Haben Sie viele solcher Objekte gefunden?
NS:
Obwohl ich mich seit Jahrzehnten mit Kolonialgeschichte beschäftige, habe ich bei der Arbeit an der Ausstellung noch ungeheuer viel Neues lernen können. Mir war überhaupt nicht klar, wie viele Stücke der Sammlung etwas über den Widerstand sagen.
Zum Beispiel?
NS:
Wir zeigten etwa einen kleinen Elfenbeinanhänger aus dem Kongo. Nachdem die Aufstände der ethnischen Gruppe der Pende gegen die belgische Kolonialherrschaft brutal niedergeschlagen worden waren, wurden ihre Masken verboten. Um das Verbot zu umgehen, haben sie die Masken in solche kleinen Anhänger umgewandelt – als ein geheimes Zeichen für den Zusammenhalt gegen die Kolonialmacht. Auch die Kostüme aus Guatemala, die wir in der Schau zeigten, haben ihre eigene Widerstandsgeschichte: In solchen Verkleidungen spielten die Menschen dort tanzend Eroberungsgeschichten nach. Allerdings so, dass die spanischen Kolonialherren nichts verstehen konnten.
Sie hatten auch über 40 zeitgenössische Künstler*innen und Kurator*innen aus dem globalen Süden nach Köln eingeladen, damit sie ihre eigene Sicht auf die Dinge und ihre Bedeutung offenlegen.
NS:
Ja, wir hatten Esther Utjiua Muinjangue und Ida Hoffmann, zwei Aktivistinnen aus Namibia, eingeladen, die ihren eigenen Raum in der Ausstellung kuratierten. Sie thematisierten darin den deutschen Genozid an den Herero und Nama und ihren eigenen erbitterten Kampf um dessen Anerkennung. Die nigerianische Künstlerin Peju Layiwola dagegen beschäftigte sich in ihrem Raum mit den brisanten Restitutionsdebatten rund um geraubte Kulturgüter aus dem ehemaligen Königreich Benin.
Wie sollen ethnologische Museen Ihrer Meinung nach umgehen mit ihren geraubten Schätzen aus kolonialen Unrechtskontexten?

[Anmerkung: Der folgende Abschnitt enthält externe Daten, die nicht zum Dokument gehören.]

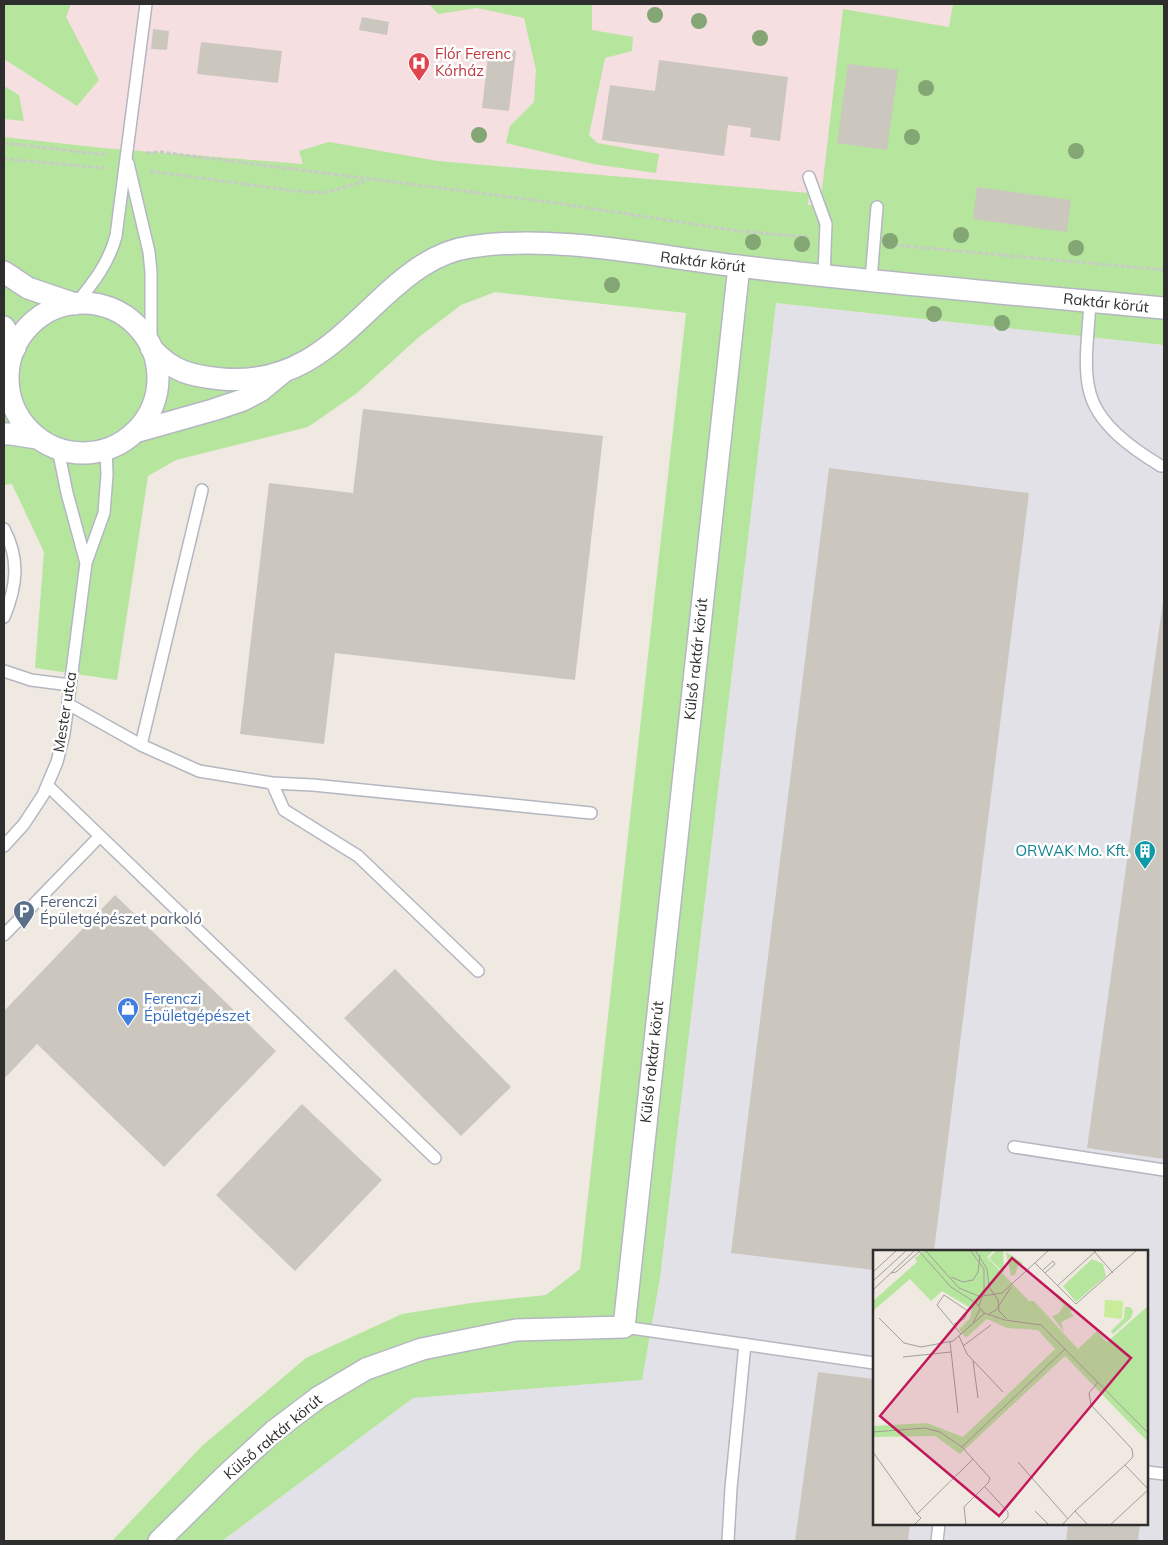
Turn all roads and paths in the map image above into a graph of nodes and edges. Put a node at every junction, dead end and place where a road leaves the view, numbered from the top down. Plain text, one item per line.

Welche Position nehmen Sie in der Rückgabe-Diskussionen ein, die im deutschsprachigen Raum seit einigen Jahren so heftig geführt werden?
NS:
Transparenz und Zugang zur Sammlung des Rautenstrauch-Joest-Museums sind sehr wichtig. Deshalb treiben wir auch intensiv die Online-Präsenz unserer Sammlung voran, so dass wirklich alle auf unsere Datenbanken zugreifen können. Außerdem suchen wir einen intensiven Austausch mit den Ländern, aus denen die Objekte stammen.
Sollten solche Stücke Ihrer Meinung nach generell zurückgegeben werden?
NS:
Man muss sich klar machen, dass der Kolonialismus ein Unrecht per definitionem ist, er hat immer in ungleichen Machtverhältnissen stattgefunden. Ich plädiere daher für eine Regelung, die in den Niederlanden bereits praktiziert wird: Wenn ein Objekt in der Gesellschaft, aus der es entnommen worden ist, bis heute wirklich vermisst wird, dann sollte das Museum es restituieren. Bei anderen Werken wären Übereinkünfte denkbar – ein Objekt könnte zum Beispiel in Europa bleiben und in das Ursprungsland reisen, wenn es dort gebraucht wird. Es geht hier um eine ethische Debatte und nicht um eine rein rechtliche Einordnung. Wir müssen das viel fluider betrachten und auf jeden Fall die Menschen aus den Herkunftsländern mitbestimmen lassen, auf welche Weise ihre Objekte in Europa präsentiert werden.